Ainak Wala Jin (عینک والا جن) is a Pakistani children's television series produced and broadcast by PTV Lahore from 1993 to 1996 and again from 2005 to 2008.

This drama was rebroadcast twice on television in Pakistan due to public demand. It was widely popular among children for its humour and fictional storyline. The first episode of this drama was aired on April 25, 1993. The first season, consisting of 152 episodes, ended on July 4, 1996. Ainak Wala Jin 2 went on air on March 27, 2005. The last of its 90 episodes went on air on July 29, 2008.

== Plot ==
The theme was conceived by Hafeez Tahir. The story follows a genie who lives among humans and encounters magicians, witches, other genies, extraterrestrial characters, and other figures. These encounters form the basis of the storyline, which incorporates elements of comedy, magic, moral themes, and educational content for children and adults.

== Cast ==
=== Season 1 ===
The main actors of this drama are:
- Shehzad Qaiser as Nastoor (Ainak Wala Jin).
- Sehrish Khan as Mother (Baji Farkhanda)
- Nabeel Ahmad Goheer as Daddy
- Munna Lahori as Zakoota Jin
- Ghayyur Akhtar as Samari Jadugar
- Ajlal Asim Bukhari as Imran
- Moattar Asim Bukhari (now Moattar Adeel) as Moattar
- Asim Bukhari as Bazurg
- Zahid Sharif as Jin
- Nusrat Ara as Bil Batori
- Farooq Butt as Space Chief
- Aneel Chaudhri as Ashkali
- Fariha Pervez as Aini
- Humera Arshad as Toofani Nagan
- Shabnam Majeed as Baaji
- Haseeb Pasha as Hamoon Jadoogar
- Asad Bhandara as Charlie Mamu
- Mukhtar Ahmad Shaad as Rehmu Baba
- Nisar Butt as Umro Ayyar
- Humza Ghayyur Akhtar as Dubi
- Hamza Bin Tahir as son of Nastoor
- Jameel Fakhri as Shah Taloos
- Albela as Taya Abba
- Honey Albela as Junior Taya Abba
- Umar Daraz Khalil as Aamlee Jadugar
- Rashid Mehmood as Sarkata Insaan
- Najma as Karnani Churail
- Babu Baral as (guest appearance) Jin
- Jamal Pasha as Chotta Jin
- Naeem Akhtar as Yamag (Pirate)
- Abida Beg as Anqa Jadogarni
- Farooq Zamir Ghory as Grandfather
- Humayon Rasheed as Shahenshah e Jinnat
- Tina Aftab as Auntie
- Amjad Zaidi as Mr.
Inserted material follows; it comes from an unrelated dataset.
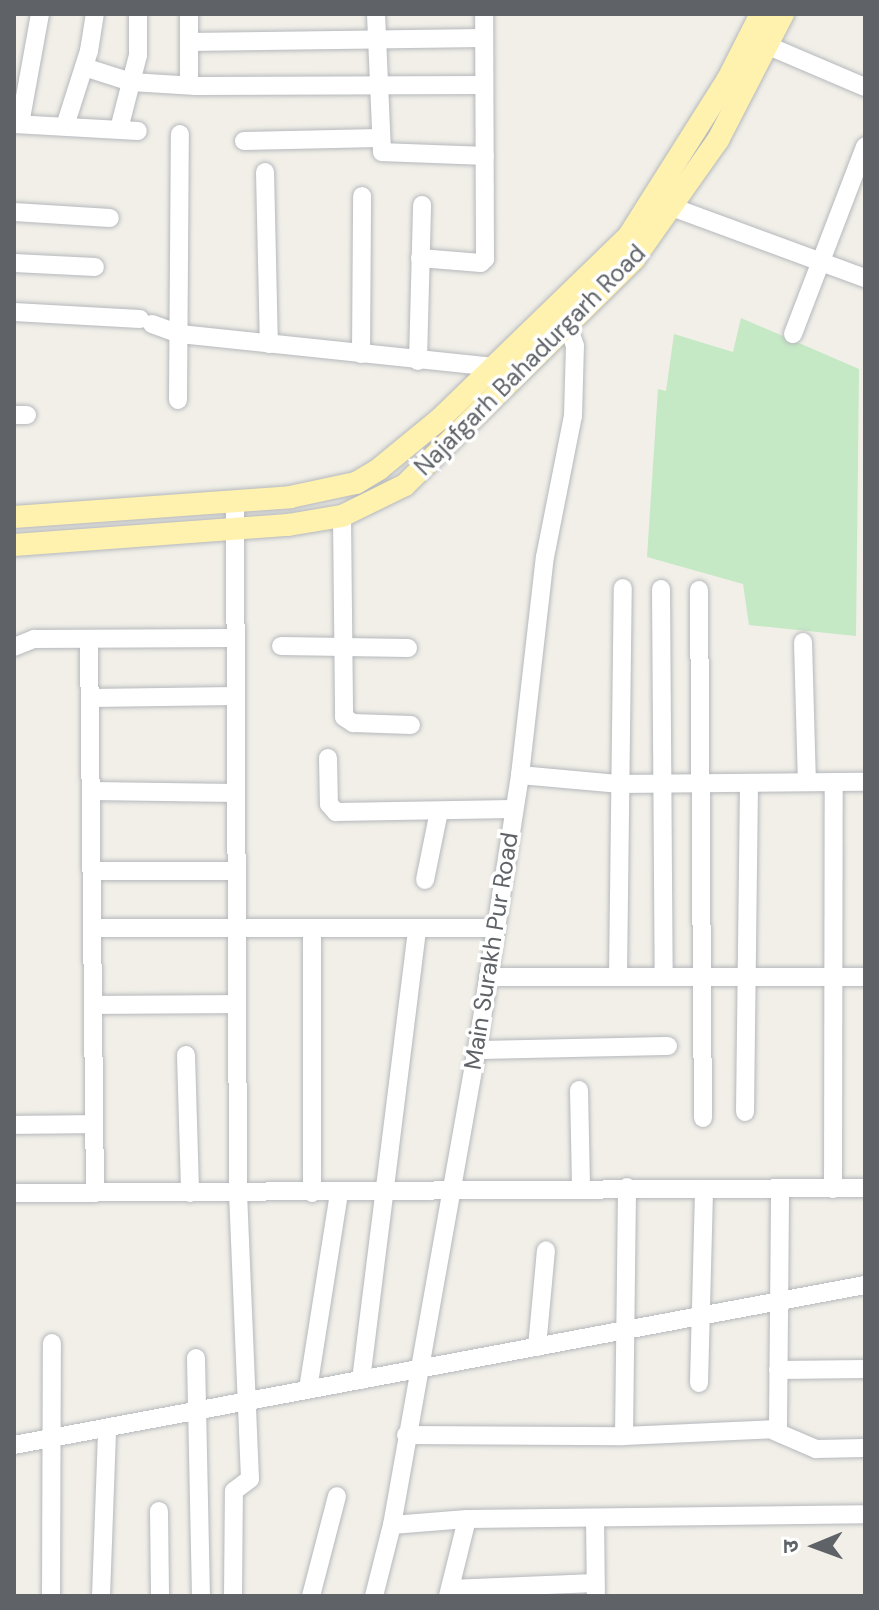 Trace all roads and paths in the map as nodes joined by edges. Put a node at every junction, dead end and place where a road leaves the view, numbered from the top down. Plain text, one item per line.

Z
- Aziz Khan as Mr. Y
- Waheed Majeed as Space Scientist
- Poonam Kashif as Moattar's friend
- Bilal Bokhari as Student Jin
- Reema Syed, daughter of Taya Abba
- Zeba Shehnaz as Jadogarni
- Tahira as Goshi
- Imran Akbar as Parizaad

=== Season 2 ===
The main actors of this drama are:
- Raza Qazi as Ibn e Nastoor (Ainak Wala Jin)
- Munna Lahori as Zakoota Jin
- Haseeb Pasha as Hamoon Jadoogar
- Nusrat Ara as Bill Batori
- Najma Begum as Karnani Churail
- Ghayur Akhtar as Samri Jadoogar
- Mukhtar Ahmad Shaad as Rehmu Baba
- Asad Bhandara as Charli Mamu
- Ramia as Mother
- Haider Sultan as Father
- Mannan as Mannan (Son)
- Yusra as Yusra (Daughter)
- Inshra Raja as Gulab Pari
- Asghar chaudhry as Kala Deo
- Samina Khalid as Rabata Jadoogarni
- Shahid Chaudhry as Tagout
- Abbas Bajwa as Raphrhi Jadoogar
- Atif Malik as Afrasyaab
- Humayun Rasheed as Shahenshah e Jinnat
- Sobia as Malaka e Koh Qaf
- Amir Wazir as Wazir e Jinnat
- Megha as Jadugarni

== Production ==
The serial was written by Abdul Hameed, who is popularly known as A Hameed. He has written about two hundred books, innumerable columns, memoirs, novels, fiction for children, and many serials for Pakistani television. His TV serials included Dachi, Alif Liala (many episodes), Ambar Naag Maria, and AINAK WALA JIN. The last one surpassed his other works in popularity.

== Popularity ==

The team was also invited by Imran Khan, the Pakistani cricketer turned politician, to raise funds for his Shaukat Khanum Memorial Cancer Hospital & Research Centre and, in this connection, the entire play team, along with the play director Hafeez Tahir, had the honour of performing before Princess Diana, Princess of Wales and Imran Khan in 1996. The play has also been presented on stage at the Alhamra Arts Council, Lahore, Pakistan.

== Sequel ==
The play was returned with a sequel, 'Ainak Wala Jin 2'.